The handling of Wheeler’s death is not just a matter of politics. It will cause many Americans to worry that the administration will fail to give the fallen special operator his due by refusing to fully embrace the reality of the mission he was on.

Also, it leads one to wonder if the administration has given sufficient thought to what the “assist” part of “advise-and-assist” missions really means. If the tempo of operations against ISIS picks up in Iraq, more such instances are likely, where U.S. advisers rush to the sound of the guns and defend our allies. This particular instance involved support for the most combat-capable of those allies, the Kurds.
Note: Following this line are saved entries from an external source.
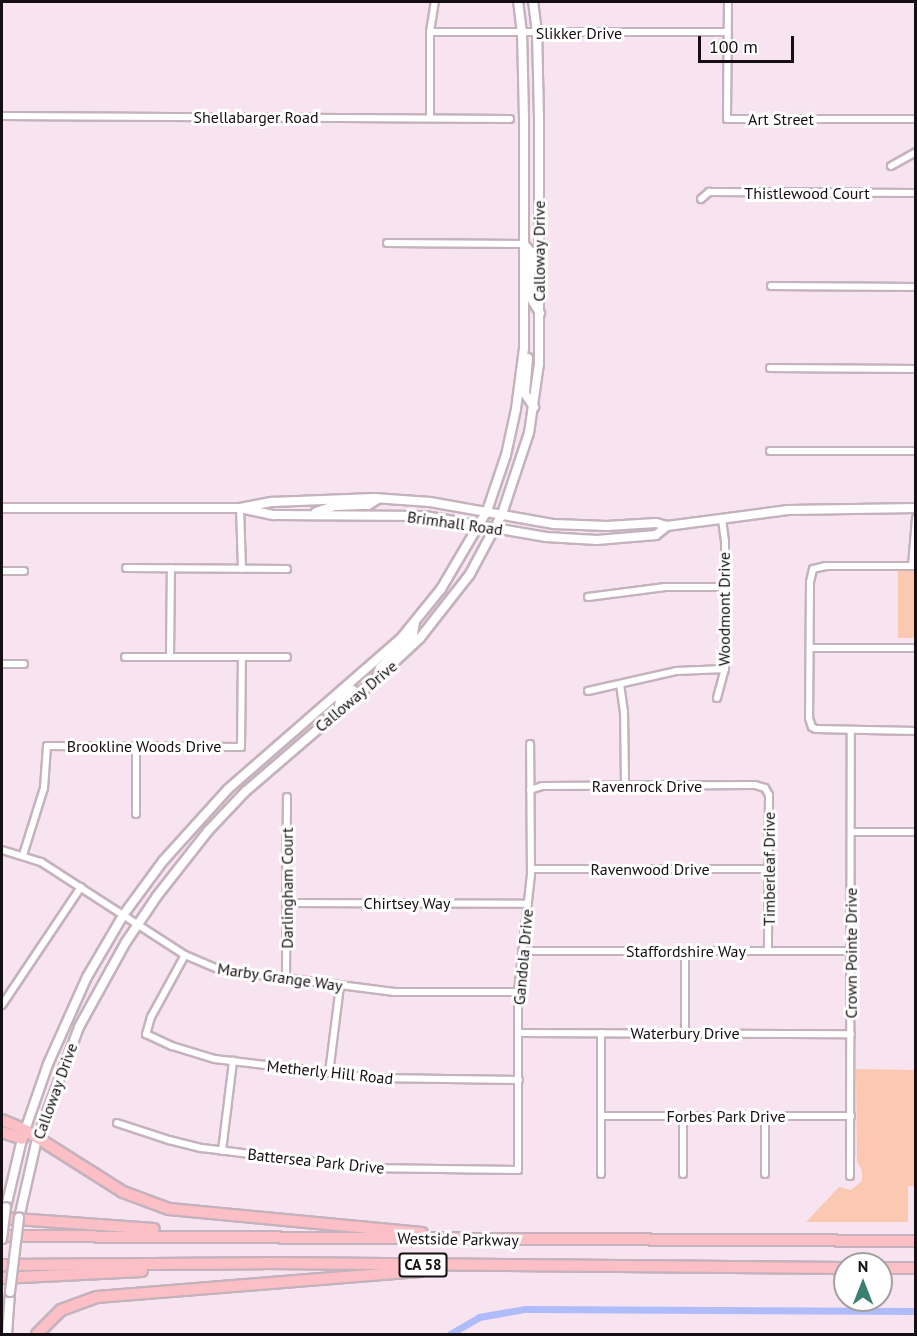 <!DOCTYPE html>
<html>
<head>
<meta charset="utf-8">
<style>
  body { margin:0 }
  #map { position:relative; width:917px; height:1336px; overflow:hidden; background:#f8e4f0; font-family:"PT Sans",sans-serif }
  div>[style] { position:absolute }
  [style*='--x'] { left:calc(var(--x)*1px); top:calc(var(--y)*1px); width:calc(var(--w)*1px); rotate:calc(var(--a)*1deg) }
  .green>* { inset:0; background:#fbc8b2; transform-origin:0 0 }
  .canal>* { height:7px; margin:-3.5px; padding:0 3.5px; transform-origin:3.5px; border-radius:3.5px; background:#b0bbf9 }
  .roads { filter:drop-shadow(2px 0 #c4b2bd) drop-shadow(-2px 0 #c4b2bd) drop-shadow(0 2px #c4b2bd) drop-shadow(0 -2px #c4b2bd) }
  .street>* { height:6px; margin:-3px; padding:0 3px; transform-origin:3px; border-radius:3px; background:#fff }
  .secondary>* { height:8px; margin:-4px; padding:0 4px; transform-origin:4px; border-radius:4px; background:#fff }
  .highway>* { height:10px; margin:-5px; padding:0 5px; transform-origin:5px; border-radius:5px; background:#fdbfc6 }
  .bridges { filter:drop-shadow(2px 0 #c4b2bd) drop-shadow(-2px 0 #c4b2bd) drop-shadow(0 2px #c4b2bd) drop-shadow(0 -2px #c4b2bd) }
  .secondary-bridge>* { height:8px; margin:-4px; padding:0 4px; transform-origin:4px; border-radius:4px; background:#fff }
  span { translate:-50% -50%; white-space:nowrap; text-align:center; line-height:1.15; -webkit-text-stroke:6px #fff; paint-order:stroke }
  .shield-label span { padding:2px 4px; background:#fff; border:2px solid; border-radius:4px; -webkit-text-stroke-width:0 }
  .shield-label { font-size:15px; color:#150e12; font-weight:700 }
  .street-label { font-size:16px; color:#150e12 }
  .frame { position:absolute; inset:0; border:3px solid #150e12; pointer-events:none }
  .north { position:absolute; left:833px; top:1252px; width:60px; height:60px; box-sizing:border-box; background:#fff; border:2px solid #a19fa0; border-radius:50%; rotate:0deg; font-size:16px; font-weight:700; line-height:24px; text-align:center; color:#150e12 }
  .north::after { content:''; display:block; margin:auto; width:21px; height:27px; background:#3b7f73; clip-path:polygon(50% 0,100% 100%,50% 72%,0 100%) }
  .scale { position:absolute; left:698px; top:36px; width:96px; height:27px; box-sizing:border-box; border:3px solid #150e12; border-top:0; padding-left:8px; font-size:18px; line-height:21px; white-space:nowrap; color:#150e12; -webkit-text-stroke:4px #fff; paint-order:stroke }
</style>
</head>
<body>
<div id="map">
  <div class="green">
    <div style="left:898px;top:571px;width:17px;height:67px"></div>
    <div style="clip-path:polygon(856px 1069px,915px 1070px,916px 1186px,908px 1186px,908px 1222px,806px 1222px,839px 1187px,851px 1190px,862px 1181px,862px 1171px,857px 1161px)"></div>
  </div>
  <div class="canal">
    <div style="--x:450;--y:1334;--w:34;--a:-30"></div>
    <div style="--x:479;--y:1317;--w:47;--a:-9.9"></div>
    <div style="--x:525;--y:1309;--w:391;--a:0.3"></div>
  </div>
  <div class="roads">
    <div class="street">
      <div style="--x:728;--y:2;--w:117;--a:90.5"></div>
      <div style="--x:727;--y:119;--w:189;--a:0"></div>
      <div style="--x:430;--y:32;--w:298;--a:0"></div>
      <div style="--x:2;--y:116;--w:508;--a:0.34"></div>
      <div style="--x:430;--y:118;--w:86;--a:-90"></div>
      <div style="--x:430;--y:32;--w:30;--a:-81"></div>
      <div style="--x:891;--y:166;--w:29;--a:-29"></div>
      <div style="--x:701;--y:199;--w:11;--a:-41"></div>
      <div style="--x:709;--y:192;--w:207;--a:0.3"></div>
      <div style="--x:387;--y:243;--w:137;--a:0.4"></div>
      <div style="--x:771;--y:286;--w:145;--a:0.4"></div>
      <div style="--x:770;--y:368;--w:146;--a:0.4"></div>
      <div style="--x:770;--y:451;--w:146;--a:0"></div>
      <div style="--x:240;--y:508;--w:61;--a:88.1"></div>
      <div style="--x:912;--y:566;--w:48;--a:-85.2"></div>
      <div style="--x:916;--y:566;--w:90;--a:180"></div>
      <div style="--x:826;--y:566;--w:13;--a:167"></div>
      <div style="--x:813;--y:569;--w:13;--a:103"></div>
      <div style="--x:810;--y:582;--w:136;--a:90.4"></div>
      <div style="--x:809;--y:718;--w:9;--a:72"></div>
      <div style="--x:812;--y:727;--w:4;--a:27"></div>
      <div style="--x:816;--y:729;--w:100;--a:1.1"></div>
      <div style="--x:126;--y:568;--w:161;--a:0.4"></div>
      <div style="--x:2;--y:571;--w:22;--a:0"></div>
      <div style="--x:588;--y:597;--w:78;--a:-7.4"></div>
      <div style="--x:665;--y:587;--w:60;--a:0"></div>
      <div style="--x:810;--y:648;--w:106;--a:0"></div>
      <div style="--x:125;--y:657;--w:162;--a:0"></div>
      <div style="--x:170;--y:657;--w:89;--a:-89.4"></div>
      <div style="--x:2;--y:664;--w:22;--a:0"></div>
      <div style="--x:620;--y:684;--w:27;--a:82"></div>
      <div style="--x:624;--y:711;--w:76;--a:89.2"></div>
      <div style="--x:588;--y:691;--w:90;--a:-12.8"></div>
      <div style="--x:676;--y:671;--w:49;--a:-2.3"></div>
      <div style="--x:717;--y:698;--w:30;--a:-75"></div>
      <div style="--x:725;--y:669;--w:128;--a:-90"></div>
      <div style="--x:725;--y:541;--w:22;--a:-98"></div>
      <div style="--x:530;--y:790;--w:13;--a:-18"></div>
      <div style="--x:542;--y:786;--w:213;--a:-0.3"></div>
      <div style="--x:755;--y:785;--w:10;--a:17"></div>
      <div style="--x:765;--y:788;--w:8;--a:60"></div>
      <div style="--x:769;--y:795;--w:156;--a:90.4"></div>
      <div style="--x:136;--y:814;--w:68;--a:-90"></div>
      <div style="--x:851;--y:832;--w:65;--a:0"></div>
      <div style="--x:2;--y:850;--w:41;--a:17.1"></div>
      <div style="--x:41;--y:862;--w:171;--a:32.9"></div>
      <div style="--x:185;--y:955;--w:39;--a:23"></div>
      <div style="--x:221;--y:970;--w:175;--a:7.2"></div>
      <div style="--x:395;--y:992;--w:123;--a:0"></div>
      <div style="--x:23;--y:855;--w:70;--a:-72.6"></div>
      <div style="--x:44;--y:788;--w:42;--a:-85.9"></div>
      <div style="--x:47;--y:746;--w:194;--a:0.3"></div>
      <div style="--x:241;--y:747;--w:90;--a:-89.4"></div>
      <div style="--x:531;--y:869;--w:238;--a:0"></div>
      <div style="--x:287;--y:903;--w:241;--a:0.2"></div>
      <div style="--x:522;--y:951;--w:329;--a:0"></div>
      <div style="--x:185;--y:955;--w:71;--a:118.7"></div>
      <div style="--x:151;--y:1017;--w:18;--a:106"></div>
      <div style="--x:146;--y:1034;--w:29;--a:25"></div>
      <div style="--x:172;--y:1046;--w:45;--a:16.8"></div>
      <div style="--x:215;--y:1059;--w:160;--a:6.8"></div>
      <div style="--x:374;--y:1078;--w:145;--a:0.8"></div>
      <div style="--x:286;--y:979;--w:182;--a:-89.7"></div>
      <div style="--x:2;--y:1005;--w:142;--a:-56.2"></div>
      <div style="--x:519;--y:1033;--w:332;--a:0.2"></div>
      <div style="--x:685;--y:1033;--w:82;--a:-90"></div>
      <div style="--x:329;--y:1073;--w:88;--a:-82.8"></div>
      <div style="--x:601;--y:1116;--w:250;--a:0"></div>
      <div style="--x:683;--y:1116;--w:58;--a:90"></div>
      <div style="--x:765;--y:1116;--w:58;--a:90"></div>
      <div style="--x:117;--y:1123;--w:55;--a:18.1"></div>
      <div style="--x:169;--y:1140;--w:34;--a:14"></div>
      <div style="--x:202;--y:1148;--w:162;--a:7.1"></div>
      <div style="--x:363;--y:1168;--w:155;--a:0.7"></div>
      <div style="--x:518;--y:1170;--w:178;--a:-90"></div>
      <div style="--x:518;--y:992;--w:118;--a:-83.7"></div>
      <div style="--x:531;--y:875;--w:131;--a:-90.4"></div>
      <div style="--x:222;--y:1151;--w:91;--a:-83"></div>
      <div style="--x:601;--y:1174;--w:141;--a:-90"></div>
      <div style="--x:850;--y:1176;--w:445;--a:-89.9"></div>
    </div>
    <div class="secondary">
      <div style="--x:524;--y:244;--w:11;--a:49"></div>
      <div style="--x:531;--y:252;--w:45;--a:91.3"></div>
      <div style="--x:530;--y:297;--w:19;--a:58"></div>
      <div style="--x:528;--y:358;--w:36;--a:95"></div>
      <div style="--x:525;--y:394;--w:16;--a:55"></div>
      <div style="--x:2;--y:508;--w:238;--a:0"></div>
      <div style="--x:240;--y:508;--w:35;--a:12"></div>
      <div style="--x:274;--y:515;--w:151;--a:0.4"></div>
      <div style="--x:425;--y:516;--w:123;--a:9.8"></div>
      <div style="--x:546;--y:537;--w:51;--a:3.4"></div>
      <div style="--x:597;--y:540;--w:59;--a:-4.8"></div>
      <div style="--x:656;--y:535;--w:14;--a:-39"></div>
      <div style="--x:240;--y:508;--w:33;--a:-11"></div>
      <div style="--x:272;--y:502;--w:102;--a:-2.2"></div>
      <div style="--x:374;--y:498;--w:56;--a:4.1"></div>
      <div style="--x:430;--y:502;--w:126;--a:10.1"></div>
      <div style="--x:554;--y:524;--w:53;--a:2.2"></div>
      <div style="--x:607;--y:526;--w:49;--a:-3.5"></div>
      <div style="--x:656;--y:523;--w:11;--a:15"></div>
      <div style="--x:667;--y:526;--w:122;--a:-7.5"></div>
      <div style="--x:788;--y:510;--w:128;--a:-0.9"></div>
      <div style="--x:316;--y:512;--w:19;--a:-18"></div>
      <div style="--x:334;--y:506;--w:34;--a:-2"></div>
      <div style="--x:368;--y:505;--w:12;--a:-31"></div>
      <div style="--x:376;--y:679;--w:12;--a:-70"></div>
      <div style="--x:380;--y:668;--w:47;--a:-45.9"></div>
      <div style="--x:413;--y:634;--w:12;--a:-81"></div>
      <div style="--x:338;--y:712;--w:11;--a:-80"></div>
      <div style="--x:340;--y:701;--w:17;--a:-40"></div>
      <div style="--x:6;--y:1207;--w:70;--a:-76.8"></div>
      <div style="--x:22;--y:1139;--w:79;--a:-70.9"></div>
      <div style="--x:48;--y:1064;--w:95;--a:-65.9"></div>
      <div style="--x:87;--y:977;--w:73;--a:-59.6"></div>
      <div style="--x:124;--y:914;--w:66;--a:-53.7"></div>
      <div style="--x:163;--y:861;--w:97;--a:-47.9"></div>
      <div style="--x:228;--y:789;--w:231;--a:-41.1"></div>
      <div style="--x:402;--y:637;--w:62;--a:-50.9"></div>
      <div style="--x:441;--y:589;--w:91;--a:-59.5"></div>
      <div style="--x:487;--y:511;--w:59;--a:-71.3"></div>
      <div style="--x:506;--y:455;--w:47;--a:-77.7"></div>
      <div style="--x:516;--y:409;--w:62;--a:-82.5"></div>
      <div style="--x:524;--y:348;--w:229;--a:-90"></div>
      <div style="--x:524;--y:119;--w:86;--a:-91.3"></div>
      <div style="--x:522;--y:33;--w:31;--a:-97"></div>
      <div style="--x:19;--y:1218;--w:81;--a:-77.2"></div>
      <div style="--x:37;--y:1139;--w:120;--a:-69.4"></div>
      <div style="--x:79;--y:1027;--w:97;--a:-61.1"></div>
      <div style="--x:126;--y:942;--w:55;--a:-56"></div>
      <div style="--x:157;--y:896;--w:83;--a:-51.9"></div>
      <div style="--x:208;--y:831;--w:55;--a:-46.5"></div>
      <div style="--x:246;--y:791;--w:170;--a:-40.7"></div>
      <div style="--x:375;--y:680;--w:62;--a:-43"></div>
      <div style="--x:420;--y:638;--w:81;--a:-52"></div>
      <div style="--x:470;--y:574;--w:68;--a:-61.9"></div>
      <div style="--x:502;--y:514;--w:85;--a:-71.6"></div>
      <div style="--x:529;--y:433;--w:70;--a:-81.8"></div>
      <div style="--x:539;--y:364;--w:246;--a:-90"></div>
      <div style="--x:539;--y:118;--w:85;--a:-91.3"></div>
      <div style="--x:537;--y:33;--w:31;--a:-97"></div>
      <div style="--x:7;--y:1334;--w:42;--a:-85.9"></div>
    </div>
    <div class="highway">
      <div style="--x:2;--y:1120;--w:25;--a:23"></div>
      <div style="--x:25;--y:1130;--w:116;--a:32.3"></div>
      <div style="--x:123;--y:1192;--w:49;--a:20.3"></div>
      <div style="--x:169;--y:1209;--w:254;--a:5.4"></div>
      <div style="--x:2;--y:1132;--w:21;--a:19"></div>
      <div style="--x:2;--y:1218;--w:152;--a:4.1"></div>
      <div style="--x:2;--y:1236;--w:914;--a:0.31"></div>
      <div style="--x:2;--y:1265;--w:262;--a:-0.4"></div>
      <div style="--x:264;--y:1263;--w:581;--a:0.49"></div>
      <div style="--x:881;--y:1268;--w:35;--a:0"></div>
      <div style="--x:2;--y:1278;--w:140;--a:-2.9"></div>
      <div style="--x:37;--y:1334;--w:34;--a:-45"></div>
      <div style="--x:61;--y:1310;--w:38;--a:-20"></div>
      <div style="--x:97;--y:1297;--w:324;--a:-4.6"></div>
    </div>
  </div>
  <div class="bridges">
    <div class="secondary-bridge">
      <div style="--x:2;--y:1239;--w:32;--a:-83"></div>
      <div style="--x:10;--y:1292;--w:75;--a:-83.1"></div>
    </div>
  </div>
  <div class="shield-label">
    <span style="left:423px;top:1265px">CA 58</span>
  </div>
  <div class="street-label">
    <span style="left:579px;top:33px">Slikker Drive</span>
    <span style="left:256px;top:117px">Shellabarger Road</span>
    <span style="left:781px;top:119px">Art Street</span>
    <span style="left:807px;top:193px">Thistlewood Court</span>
    <span style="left:539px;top:251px;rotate:-90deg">Calloway Drive</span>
    <span style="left:455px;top:523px;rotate:8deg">Brimhall Road</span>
    <span style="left:724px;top:609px;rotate:-90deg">Woodmont Drive</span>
    <span style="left:356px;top:696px;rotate:-40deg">Calloway Drive</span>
    <span style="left:144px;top:746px">Brookline Woods Drive</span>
    <span style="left:647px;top:786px">Ravenrock Drive</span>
    <span style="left:650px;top:869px">Ravenwood Drive</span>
    <span style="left:769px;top:869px;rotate:-90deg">Timberleaf Drive</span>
    <span style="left:287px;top:888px;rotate:-90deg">Darlingham Court</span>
    <span style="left:407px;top:903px">Chirtsey Way</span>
    <span style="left:686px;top:951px">Staffordshire Way</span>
    <span style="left:851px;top:953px;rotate:-90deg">Crown Pointe Drive</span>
    <span style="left:523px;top:957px;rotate:-85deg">Gandola Drive</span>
    <span style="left:280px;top:977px;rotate:8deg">Marby Grange Way</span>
    <span style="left:685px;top:1033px">Waterbury Drive</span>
    <span style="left:330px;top:1072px;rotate:6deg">Metherly Hill Road</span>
    <span style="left:55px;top:1091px;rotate:-70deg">Calloway Drive</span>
    <span style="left:726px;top:1116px">Forbes Park Drive</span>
    <span style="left:316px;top:1161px;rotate:6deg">Battersea Park Drive</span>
    <span style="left:458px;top:1239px;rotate:1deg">Westside Parkway</span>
  </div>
  <div class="frame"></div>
  <div class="north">N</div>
  <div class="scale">100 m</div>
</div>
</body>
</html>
It is likely that advisers will transition to “assistance” roles as the far less battle-hardened Iraqi military engages ISIS more heavily. The political need to keep President Obama’s “no boots on the ground” talking point alive should not blind military leaders to the necessity of making plans for the reality of a growing American combat role in Iraq.

We should ask what message the enemy takes from watching the administration back away from a highly successful raid that involved a single U.S. casualty. The notion that American operations have an extremely low threshold for pain–possibly lower than any nation in history–will lead ISIS to assume nothing they do can possibly trigger a serious American military response. Rarely has an aggressive power been assured, so bluntly and repeatedly, that its most powerful enemy will not take the field against it.